# Project: Symbolic Differentiator

I wanted to create a symbolic differentiator for polynomials of one variable. I had no idea what this meant when I began this project.

## Latest

Click the button below to run the latest code. The output will be available in the DevTools console.

## Code

`<script></script>`

## Logbook

### Thu Sep 28 04:19:18 PM PDT 2023

I had no clue where to start. So I searched "symbolic differentiator" and started with the Wikipedia article which came up. The article was full of math jargon which I hadn't reflected on in many years. I haven't done a lot of math since school. I did recently take the first few days of a Calculus I course, but we didn't get to differentiation. After reading the article, my best understanding was that a symbolic differentiator program would read in a mathematical expression as a string, parse it into an abstract syntax tree, then apply rewrite rules to reshape it into its differentiation.
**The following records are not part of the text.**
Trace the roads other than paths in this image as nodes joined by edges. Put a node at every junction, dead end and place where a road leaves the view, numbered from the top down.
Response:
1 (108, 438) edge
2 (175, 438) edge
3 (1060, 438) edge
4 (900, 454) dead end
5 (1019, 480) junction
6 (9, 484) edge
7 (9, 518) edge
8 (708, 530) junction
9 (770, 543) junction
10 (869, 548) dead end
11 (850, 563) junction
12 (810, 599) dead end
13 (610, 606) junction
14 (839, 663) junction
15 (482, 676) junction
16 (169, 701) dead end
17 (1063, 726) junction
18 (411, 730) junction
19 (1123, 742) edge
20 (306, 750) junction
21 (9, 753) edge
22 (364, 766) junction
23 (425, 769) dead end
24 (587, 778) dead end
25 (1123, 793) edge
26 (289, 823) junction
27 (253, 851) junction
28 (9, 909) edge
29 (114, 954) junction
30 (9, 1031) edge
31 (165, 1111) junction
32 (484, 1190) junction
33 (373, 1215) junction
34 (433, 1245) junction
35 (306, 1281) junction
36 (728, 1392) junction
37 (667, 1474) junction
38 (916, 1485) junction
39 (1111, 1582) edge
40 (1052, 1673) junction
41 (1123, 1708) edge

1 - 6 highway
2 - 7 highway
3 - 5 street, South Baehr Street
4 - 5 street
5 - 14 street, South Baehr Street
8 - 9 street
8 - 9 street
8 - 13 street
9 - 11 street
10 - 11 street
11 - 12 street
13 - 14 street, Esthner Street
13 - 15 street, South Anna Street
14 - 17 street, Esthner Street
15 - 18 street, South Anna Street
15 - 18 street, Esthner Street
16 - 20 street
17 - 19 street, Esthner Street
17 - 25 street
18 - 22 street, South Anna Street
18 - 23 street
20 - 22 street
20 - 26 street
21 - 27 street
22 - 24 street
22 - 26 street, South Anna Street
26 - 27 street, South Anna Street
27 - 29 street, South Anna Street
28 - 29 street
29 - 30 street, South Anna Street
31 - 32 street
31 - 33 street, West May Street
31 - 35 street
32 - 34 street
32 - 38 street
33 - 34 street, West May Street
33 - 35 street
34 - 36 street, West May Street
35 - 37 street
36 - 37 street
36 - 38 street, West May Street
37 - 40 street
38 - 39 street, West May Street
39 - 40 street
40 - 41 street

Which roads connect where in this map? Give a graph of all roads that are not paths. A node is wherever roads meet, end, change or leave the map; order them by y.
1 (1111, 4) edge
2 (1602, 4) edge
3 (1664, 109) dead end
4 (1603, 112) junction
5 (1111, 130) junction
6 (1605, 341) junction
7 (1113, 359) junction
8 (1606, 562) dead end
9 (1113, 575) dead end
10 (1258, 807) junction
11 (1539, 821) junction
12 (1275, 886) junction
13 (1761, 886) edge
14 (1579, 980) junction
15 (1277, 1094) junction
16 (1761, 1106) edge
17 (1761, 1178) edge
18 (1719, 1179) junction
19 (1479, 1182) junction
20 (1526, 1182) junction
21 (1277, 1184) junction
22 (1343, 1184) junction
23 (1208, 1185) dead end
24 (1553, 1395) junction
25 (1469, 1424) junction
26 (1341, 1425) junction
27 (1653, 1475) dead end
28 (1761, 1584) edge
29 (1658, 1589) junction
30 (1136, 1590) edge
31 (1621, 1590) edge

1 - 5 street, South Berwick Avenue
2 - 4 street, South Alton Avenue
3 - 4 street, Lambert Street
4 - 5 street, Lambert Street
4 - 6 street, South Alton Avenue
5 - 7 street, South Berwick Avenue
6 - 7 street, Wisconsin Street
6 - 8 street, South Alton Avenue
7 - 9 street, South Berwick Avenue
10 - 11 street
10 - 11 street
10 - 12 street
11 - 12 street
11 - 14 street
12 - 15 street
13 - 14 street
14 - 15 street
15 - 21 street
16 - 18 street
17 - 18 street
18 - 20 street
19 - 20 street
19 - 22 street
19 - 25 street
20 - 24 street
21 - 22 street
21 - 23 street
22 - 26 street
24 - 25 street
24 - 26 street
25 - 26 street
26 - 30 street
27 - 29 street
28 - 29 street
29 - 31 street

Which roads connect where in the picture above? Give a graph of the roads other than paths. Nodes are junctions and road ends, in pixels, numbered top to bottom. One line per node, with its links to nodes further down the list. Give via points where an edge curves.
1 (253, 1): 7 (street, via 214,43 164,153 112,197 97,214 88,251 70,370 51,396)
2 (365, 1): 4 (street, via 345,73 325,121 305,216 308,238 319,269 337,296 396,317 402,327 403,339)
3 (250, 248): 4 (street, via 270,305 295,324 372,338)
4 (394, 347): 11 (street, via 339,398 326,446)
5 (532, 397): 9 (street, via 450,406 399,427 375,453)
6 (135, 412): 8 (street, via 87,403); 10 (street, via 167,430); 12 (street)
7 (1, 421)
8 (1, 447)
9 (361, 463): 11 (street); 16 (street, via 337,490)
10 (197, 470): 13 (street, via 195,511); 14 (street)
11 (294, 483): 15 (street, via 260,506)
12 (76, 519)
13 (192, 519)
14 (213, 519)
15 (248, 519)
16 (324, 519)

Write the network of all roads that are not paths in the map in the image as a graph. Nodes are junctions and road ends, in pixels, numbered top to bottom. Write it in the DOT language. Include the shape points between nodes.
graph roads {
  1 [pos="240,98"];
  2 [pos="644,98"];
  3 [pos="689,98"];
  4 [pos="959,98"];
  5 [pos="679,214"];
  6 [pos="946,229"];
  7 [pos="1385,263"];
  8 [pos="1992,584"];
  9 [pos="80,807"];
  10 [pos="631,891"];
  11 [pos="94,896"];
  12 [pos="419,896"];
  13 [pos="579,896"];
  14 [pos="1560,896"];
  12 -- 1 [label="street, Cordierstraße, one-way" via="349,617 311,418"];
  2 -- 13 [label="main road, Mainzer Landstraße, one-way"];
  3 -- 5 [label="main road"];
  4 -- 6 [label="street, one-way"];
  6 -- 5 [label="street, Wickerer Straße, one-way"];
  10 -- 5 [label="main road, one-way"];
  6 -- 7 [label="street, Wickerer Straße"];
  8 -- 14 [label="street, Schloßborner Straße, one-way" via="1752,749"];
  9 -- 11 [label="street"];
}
When I searched, I also saw a lot of text books which I was sure would have more tutorial-esque walkthroughs of what this program meant. I meant for this project to challenge myself so I didn't want to look at any straightforward answer. Instead I decided to look up the mathematical definition of "differentiating polynomials of one variable" and attempt to implement something based on the math and the understanding I gained from the Wikipedia article.

I found a nice description of the "Power Rule" for differentiating polynomials on this page under the label "Theorem 3.1.3: The Power Rule (General Version)".

I described it in English, since I don't have a good way to write advanced mathematical formulas in my website yet:

The differentiation of an expression of variable

`x`

to the power of`n`

is`n`

multiplied by`x`

to the power of`n - 1`

.

So if `x^n`

is `x`

to the `n`

power, then the differentiation of, let's say, `6x^30`

, is `(30*6*x)^29`

. Such an example would be a good test case.

Future: I explored a way to write in LaTex and translate it to pretty HTML so that I could write advanced mathematical formulas on my site.

My first task would be to parse an arbitrary polynomial into a syntax tree. That felt complicated.

Wow, I forgot how difficult parsers could be! That took a while, but I had something I was proud of as a starting place.

My next step would be to successively apply some rewrite rules to each item in this list of terms. First, if the coefficient was 0, that would be a constant term, which means it wouldn't appear in the differentiation. So I could filter out such terms. Next, if the coefficient was 1, then the differentiation would just be the term without the variable. Finally, if the coefficient was greater than 1, then I would have to multiply the coefficient by the exponent, and reduce the exponent by 1.

That seemed to work, so I considered this good enough for the task I set out on. I took a moment to quickly imagine enhancements I could make in the future.

Future: Instead of removing terms that resolve to 0, I wanted to replace those with a 0. Especially if it's the only remaining term, it should be 0 instead of no terms.

Future: I wanted to pretty-print the results using fancy text, like LaTex (but HTML & CSS).

Future: I wanted to show the steps of my symbolic differentiation, step-by-step with a fancy animation.

I put my code into a Gist to share it.

### Tue Oct 31 05:21:14 PM PDT 2023

I worked with a pair programming partner to implement negative terms and subtraction. I took some time to rework this page to include that new code and put the running example at the top.

Future: I wanted to implement an input box for website users to input their own custom expression.